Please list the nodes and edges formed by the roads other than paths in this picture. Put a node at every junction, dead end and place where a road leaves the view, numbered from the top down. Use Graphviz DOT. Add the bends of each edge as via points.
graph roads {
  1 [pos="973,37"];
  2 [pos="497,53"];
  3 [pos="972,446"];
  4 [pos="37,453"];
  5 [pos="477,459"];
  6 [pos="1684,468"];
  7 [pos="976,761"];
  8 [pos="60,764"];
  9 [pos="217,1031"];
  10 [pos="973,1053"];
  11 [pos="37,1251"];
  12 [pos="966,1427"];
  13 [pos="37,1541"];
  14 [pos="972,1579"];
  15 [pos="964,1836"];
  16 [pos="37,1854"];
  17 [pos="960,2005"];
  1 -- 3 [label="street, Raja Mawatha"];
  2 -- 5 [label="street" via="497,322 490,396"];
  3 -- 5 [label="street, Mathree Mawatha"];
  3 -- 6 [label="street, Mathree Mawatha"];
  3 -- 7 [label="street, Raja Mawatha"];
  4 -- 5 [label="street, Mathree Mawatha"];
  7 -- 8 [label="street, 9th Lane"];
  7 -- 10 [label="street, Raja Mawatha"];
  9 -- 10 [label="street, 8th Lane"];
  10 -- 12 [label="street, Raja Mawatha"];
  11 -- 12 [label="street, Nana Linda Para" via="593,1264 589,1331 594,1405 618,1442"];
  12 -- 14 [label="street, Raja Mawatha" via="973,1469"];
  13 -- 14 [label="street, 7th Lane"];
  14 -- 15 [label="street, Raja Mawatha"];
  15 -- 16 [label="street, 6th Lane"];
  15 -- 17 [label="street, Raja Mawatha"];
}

---

Every line in the material must be repeated verbatim.

Please list the nodes and edges formed by the roads other than paths in this picture. Put a node at every junction, dead end and place where a road leaves the view, numbered from the top down. Use Graphviz DOT. Add the bends of each edge as via points.
graph roads {
  1 [pos="973,37"];
  2 [pos="497,53"];
  3 [pos="972,446"];
  4 [pos="37,453"];
  5 [pos="477,459"];
  6 [pos="1684,468"];
  7 [pos="976,761"];
  8 [pos="60,764"];
  9 [pos="217,1031"];
  10 [pos="973,1053"];
  11 [pos="37,1251"];
  12 [pos="966,1427"];
  13 [pos="37,1541"];
  14 [pos="972,1579"];
  15 [pos="964,1836"];
  16 [pos="37,1854"];
  17 [pos="960,2005"];
  1 -- 3 [label="street, Raja Mawatha"];
  2 -- 5 [label="street" via="497,322 490,396"];
  3 -- 5 [label="street, Mathree Mawatha"];
  3 -- 6 [label="street, Mathree Mawatha"];
  3 -- 7 [label="street, Raja Mawatha"];
  4 -- 5 [label="street, Mathree Mawatha"];
  7 -- 8 [label="street, 9th Lane"];
  7 -- 10 [label="street, Raja Mawatha"];
  9 -- 10 [label="street, 8th Lane"];
  10 -- 12 [label="street, Raja Mawatha"];
  11 -- 12 [label="street, Nana Linda Para" via="593,1264 589,1331 594,1405 618,1442"];
  12 -- 14 [label="street, Raja Mawatha" via="973,1469"];
  13 -- 14 [label="street, 7th Lane"];
  14 -- 15 [label="street, Raja Mawatha"];
  15 -- 16 [label="street, 6th Lane"];
  15 -- 17 [label="street, Raja Mawatha"];
}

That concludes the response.